I started racing the Damo for crits (slightly less expensive) but the Noah now gets the nod for all my races. I use the Damo for training and as a spare race bike. I also take it on my Ultra races...though I may try the Noah at the next one of those because it seem almost as comfortable and certainly you can't feel the saddle flex fore and aft.

Just some observations. Both bikes have behaved and held up perfectly over about 7k miles so far this year.

Don Hanson


----------



## jhamlin38 (Oct 29, 2005)

good description/differntiation between the two. its been several months of not pulling the trigger, but was thinking of Excaliber from CC all summer. I'd think that the overall solid feel of the noah would be superior to the Damo in EVERY way provided they engineer enough compliance to the mast. If you were to have swapped to a Thompson Seatpost, would they then be the same? Sounds like that bit of flex from the post ads predictability. 
I'm curious how these frames "stack up" to Lynskey R320, Prince, 595. thanks again for great post...


----------



## Gnarly 928 (Nov 19, 2005)

jhamlin38 said:


> good description/differntiation between the two. its been several months of not pulling the trigger, but was thinking of Excaliber from CC all summer. I'd think that the overall solid feel of the noah would be superior to the Damo in EVERY way provided they engineer enough compliance to the mast. If you were to have swapped to a Thompson Seatpost, would they then be the same? Sounds like that bit of flex from the post ads predictability.
> I'm curious how these frames "stack up" to Lynskey R320, Prince, 595. thanks again for great post...

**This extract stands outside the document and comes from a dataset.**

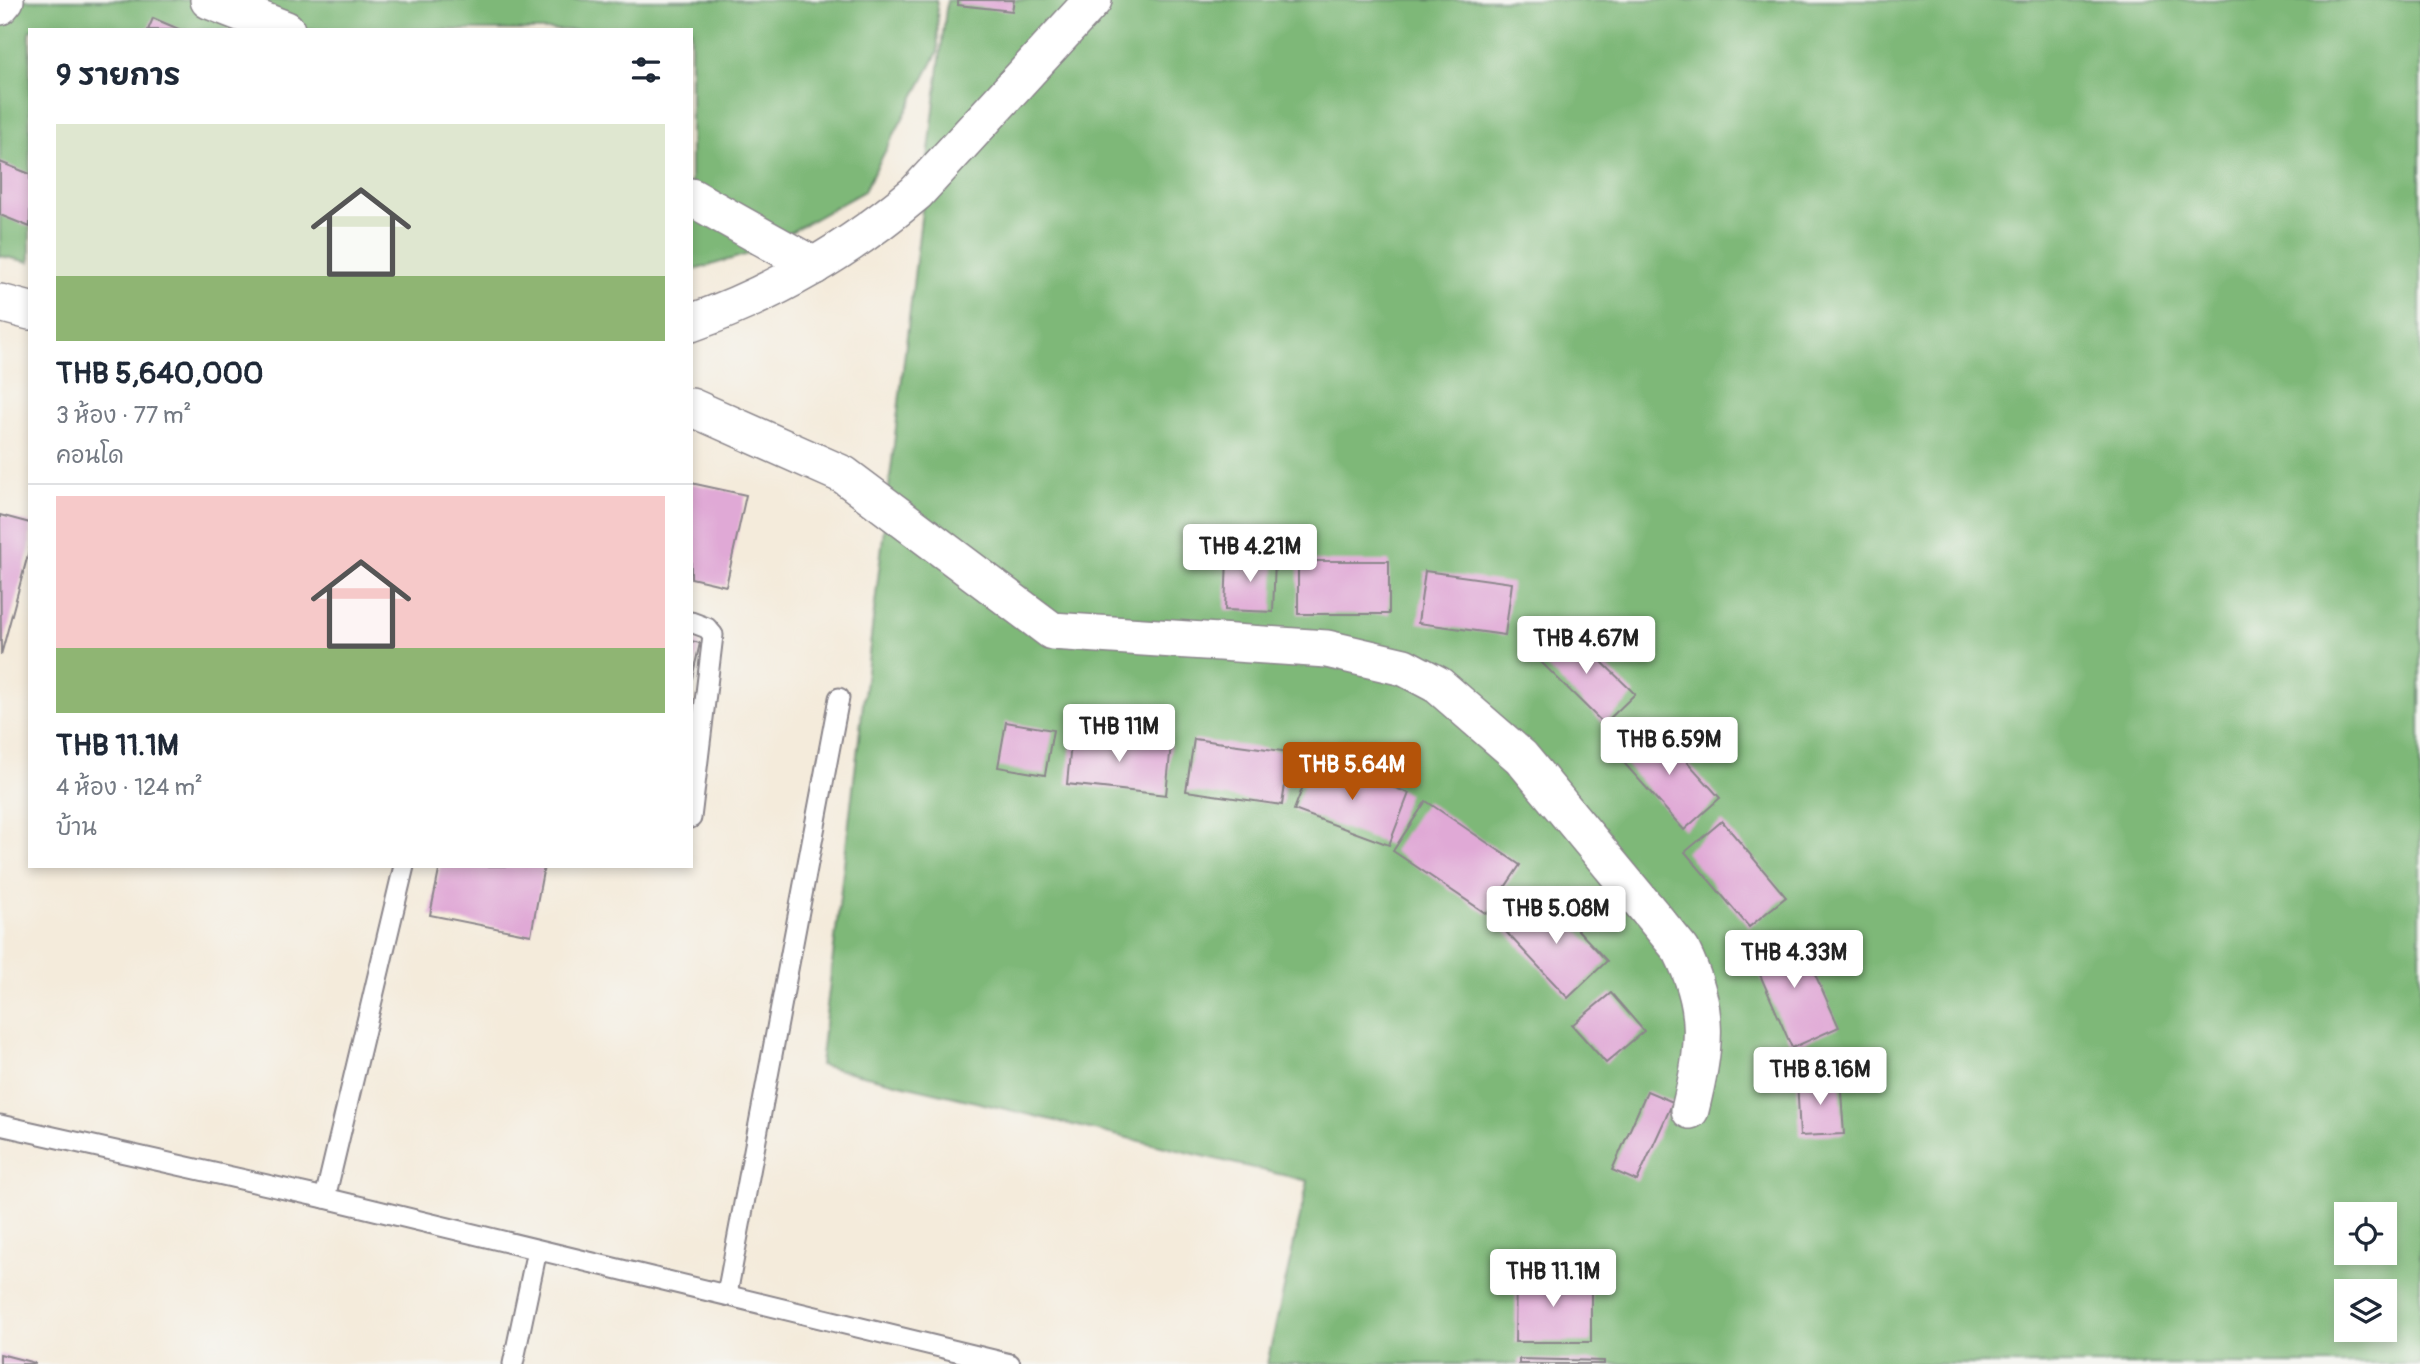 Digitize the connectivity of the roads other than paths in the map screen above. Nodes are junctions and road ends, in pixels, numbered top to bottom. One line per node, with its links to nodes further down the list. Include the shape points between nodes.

 I think the Noah ISP is simply stiffer than any round seat post could be. The sizing of Ridleys is such that I fit right at the top of the Med or at the bottom of the Lg sizing. (I am 6') I chose the Med. but to get the proper saddle to crank position, I need a set-back post on the Damo. The Ritchey WCS is about as rigid as any, I think..so a Thompson probably woudn't make much difference.

The flex of the Damocles doesn't add "Predictability" so much as it allows you to be lazy without any alarming consequences. Going down a mountain pass on a long long ride, you can just "plop onto" the saddle like a big toad and let your legs rest during the descent...the frame will let you not skip around as much on irregular pavement. It you try that kinda lazy riding on the Noah...You are 'notified' the bike isn't very happy about being ridden like that. So you have to stay on the pedals and really pay attention like a real world class race bike during every descent...unless you know the road is smooth.

I chose my Damocles for my 'touring' type training rides...long mountain centuries with buddies, etc...But I prefer to ride on the Noah if I am racing on the road. I do sometimes take the Damo for a crit...If I ride the 4-5s rather than the Masters, or if there are some rough spots that being in a crowd might force me into... You can do stiff wrong on the Damo and get away with it. Cheaper in case of a crash, too..But if you do everything right..the Noah is probably a bit more efficient--certainly in an all out sprint finish, the Noah is better.

The Excal...My wife has one and it's equal to the Damo...a bit 'buzzier' and not quite as nicely finished..but a super value.

Don Hanson


----------



## swuzzlebubble (Aug 4, 2008)

Hi,

Just building up my new Ridley Helium frameset.
The front derailleur cable goes through usual fitting under the bb and then up through a hole in the frame en route to the FD.
I'm concerned the hole it goes through does not seem to have an insert of any sort and that the cable would be cutting into carbon.
Is there a fitting/guide of some sort that should insert into this hole or is it embedded into the frame?
Just dropped it at LBS for some finishing work and he reckons there should be a plastic guide there but he doesn't have one to give me.
If I need something where would I get it?


----------



## toonraid (Sep 19, 2006)

There is a plastic guide filled with a bit of lube which is supplied with the frame kit - I think its best to contact the shop or vendor you bought it from or contact the importers. i don't think you should worry too much about it as it is the FD cable we are talking about which is not going to be used as much as brake cables or RD.


----------